Protocol and Format
DNS Messages
The DNS protocol uses a common message format for all exchanges between
client and server or between servers. The DNS messages are encapsulated over
UDP or TCP using the "well-known port number" 53. DNS uses UDP for
message smaller than 512 bytes (common requests and responses).
DNS uses TCP for bigger exchange (i.e. zone transfer).
DNS Message
| Identification | Control |
| Question count | Answer count |
| Authority count | Additional count |
|
| Question |
| ... |
|
| Answer |
| ... |
|
| Authority |
| ... |
|
| Additional |
| ... |
The first 6 fields are 16-bits long, other fields are variable length.
Maximum size for a DNS label is 64 Bytes, for a DNS name 255 bytes, for a DNS
RDATA value 65535 bytes
- Identification field is used to match up replies and requests.
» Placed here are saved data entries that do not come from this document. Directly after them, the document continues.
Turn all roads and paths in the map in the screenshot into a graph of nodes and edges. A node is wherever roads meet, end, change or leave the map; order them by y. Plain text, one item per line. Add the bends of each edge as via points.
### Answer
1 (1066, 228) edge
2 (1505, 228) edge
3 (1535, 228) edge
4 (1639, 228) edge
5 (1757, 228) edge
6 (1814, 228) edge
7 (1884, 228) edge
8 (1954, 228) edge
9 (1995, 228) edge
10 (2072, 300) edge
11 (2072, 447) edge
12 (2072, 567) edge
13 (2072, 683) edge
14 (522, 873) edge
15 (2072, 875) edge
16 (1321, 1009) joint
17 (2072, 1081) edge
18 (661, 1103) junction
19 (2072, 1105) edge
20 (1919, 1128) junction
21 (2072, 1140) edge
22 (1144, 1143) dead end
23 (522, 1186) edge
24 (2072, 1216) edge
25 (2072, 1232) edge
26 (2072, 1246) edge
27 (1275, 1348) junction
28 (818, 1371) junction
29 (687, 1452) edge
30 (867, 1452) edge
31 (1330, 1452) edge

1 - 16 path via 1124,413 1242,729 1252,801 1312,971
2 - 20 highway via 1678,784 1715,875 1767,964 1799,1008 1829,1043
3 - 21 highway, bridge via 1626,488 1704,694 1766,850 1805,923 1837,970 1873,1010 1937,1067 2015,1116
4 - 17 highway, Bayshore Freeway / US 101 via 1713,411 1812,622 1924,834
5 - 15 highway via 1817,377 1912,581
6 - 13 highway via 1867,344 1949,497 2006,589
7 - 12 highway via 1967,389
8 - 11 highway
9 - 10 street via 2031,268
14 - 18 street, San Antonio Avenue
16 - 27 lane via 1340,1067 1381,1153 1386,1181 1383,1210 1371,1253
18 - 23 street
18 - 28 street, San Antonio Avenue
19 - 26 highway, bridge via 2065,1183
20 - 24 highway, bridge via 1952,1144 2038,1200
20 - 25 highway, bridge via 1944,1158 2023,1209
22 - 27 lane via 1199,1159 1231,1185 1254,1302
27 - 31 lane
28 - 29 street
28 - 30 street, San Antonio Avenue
- Control field contains :
| QR | OpCode | AA | TC | RD | RA | Z | AD | CD | RCODE |
- QR : 1 bit, request (0) or response (1)
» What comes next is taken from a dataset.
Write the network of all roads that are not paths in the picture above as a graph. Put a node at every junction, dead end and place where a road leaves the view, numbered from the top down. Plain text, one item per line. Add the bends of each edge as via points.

- OpCode : 4 bits, request type
- QUERY Standard request
- IQUERY Inverse request (obsoleted by RFC3425)
- STATUS Server status query
- NOTIFY Database update notification (RFC1996)
- UPDATE Dynamic database update (RFC2136)
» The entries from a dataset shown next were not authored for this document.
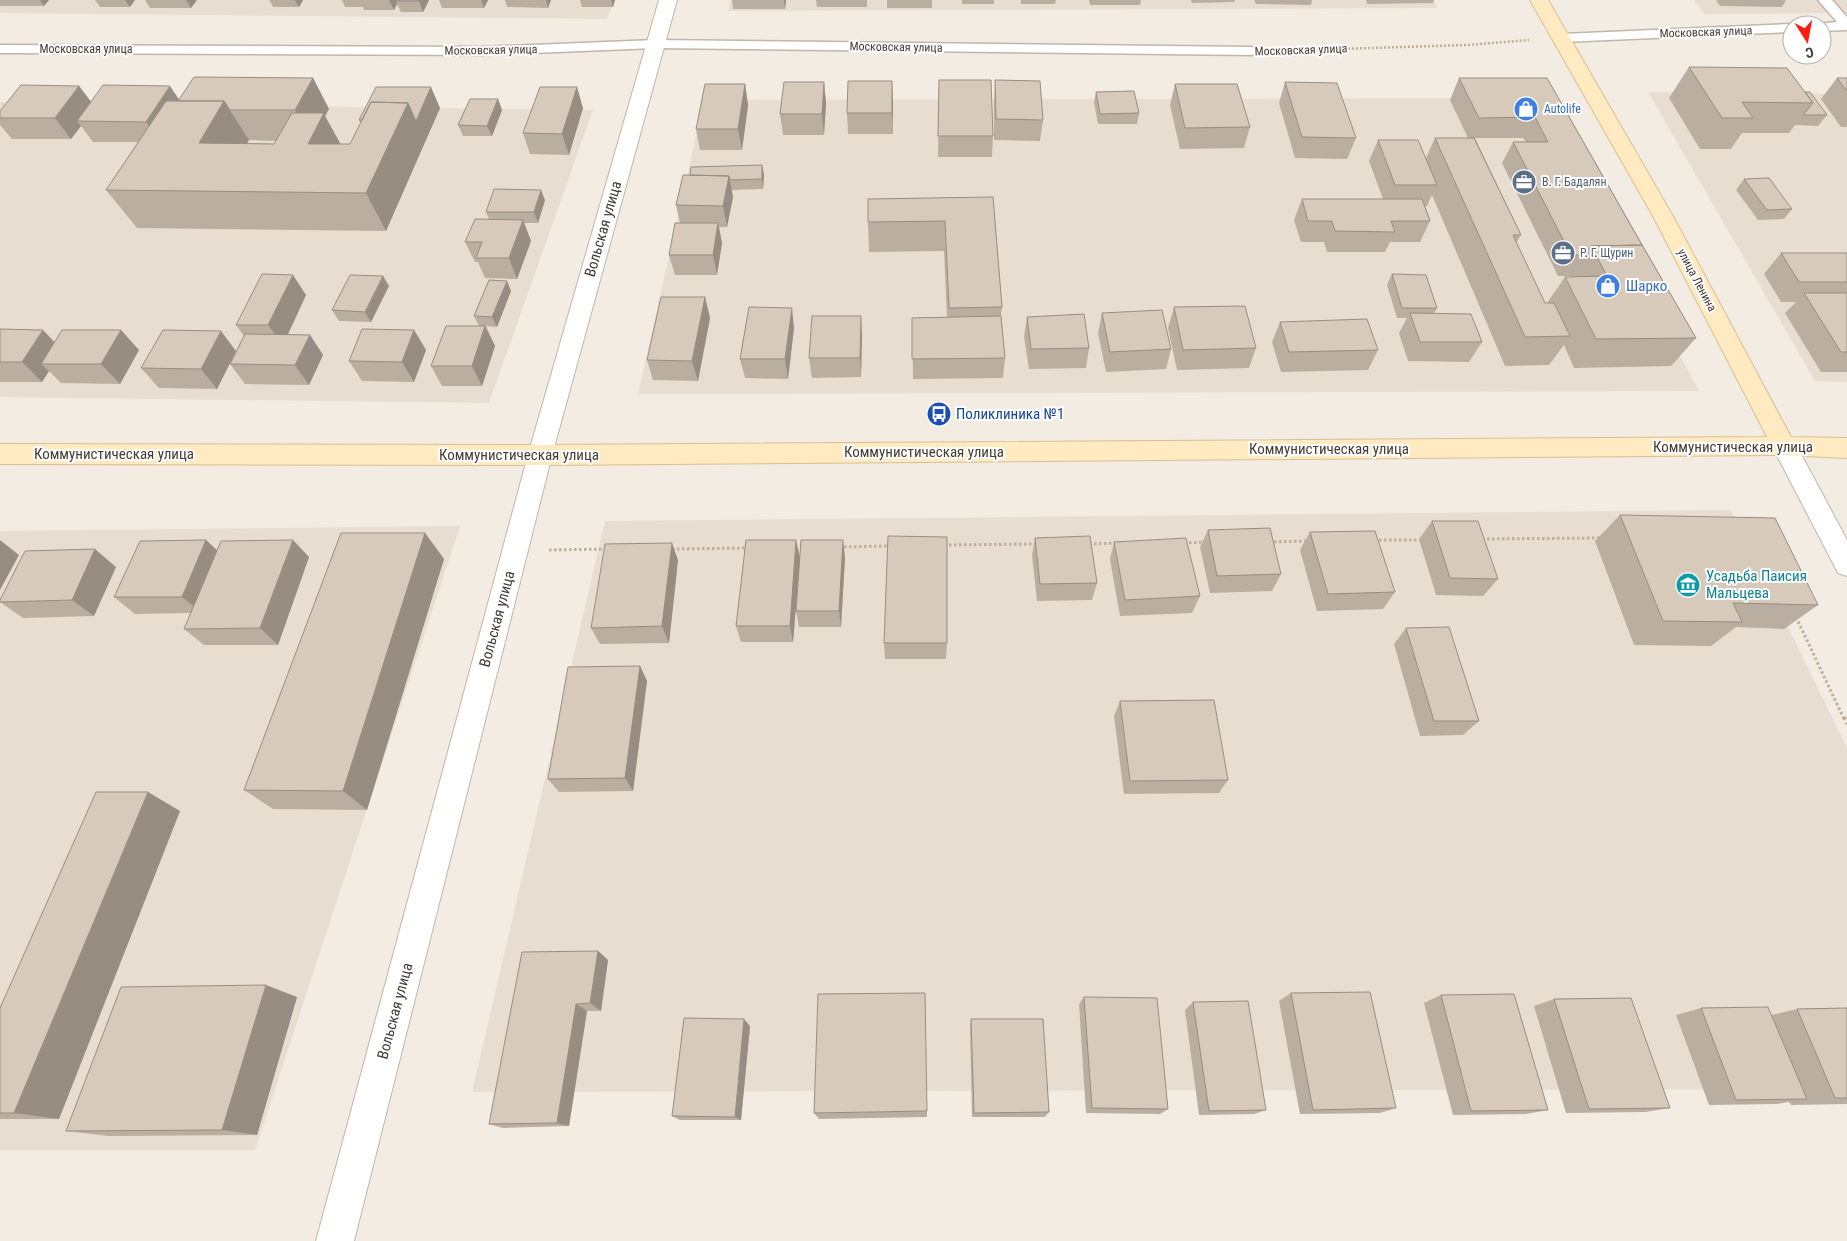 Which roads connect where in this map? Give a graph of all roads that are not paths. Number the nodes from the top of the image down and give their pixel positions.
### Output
1 (668, 0) edge
2 (1539, 0) edge
3 (1825, 0) edge
4 (1847, 25) edge
5 (1832, 26) edge
6 (1782, 28) edge
7 (1562, 38) junction
8 (655, 44) junction
9 (0, 49) edge
10 (1251, 51) road end
11 (1784, 446) junction
12 (1847, 448) edge
13 (0, 454) edge
14 (540, 455) junction
15 (1847, 565) edge
16 (328, 1239) edge

1 - 8 street, Вольская улица
2 - 7 main road, улица Ленина
3 - 4 lane
4 - 5 lane
6 - 7 lane, Московская улица
7 - 11 main road, улица Ленина
8 - 9 lane, Московская улица
8 - 10 lane, Московская улица
8 - 14 street, Вольская улица
11 - 12 main road, Коммунистическая улица
11 - 14 main road, Коммунистическая улица
11 - 15 street, улица Ленина
13 - 14 main road, Коммунистическая улица
14 - 16 street, Вольская улица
- AA Authoritative Answer : 1 bit, reply from authoritative (1) or from cache (0)
- TC Truncated : 1 bit, response too large for UDP (1).
- RD Recursion Desired: 1bit, ask for recursive (1) or iterative (0) response
- RA Recursion Available : 1bit, server manages recursive (1) or not (0)
- 1 bit Zeros, reserved for extensions
- 1 bit AD Authenticated data, used by DNSSEC
- 1 bit CD Checking Disabled, used by DNSSEC
- 4 bits Rcode, Error Codes : NOERROR, SERVFAIL, NXDOMAIN
(no such domain), REFUSED...
- ... count fields give the number of entry in each following
sections:
- the Question section contains incomplete RR
{DNSname, TYPE, CLASS}.
- sections Response, Authority
Additional contain complete RR
{DNSname, TYPE, CLASS, TTL, (RDATA_LENGTH), RDATA}
TYPE, CLASS and RDATA_LENGTH are 2-bytes long, TTL is 4-bytes long, DNSname
follows some specific coding rules with compression (not described here)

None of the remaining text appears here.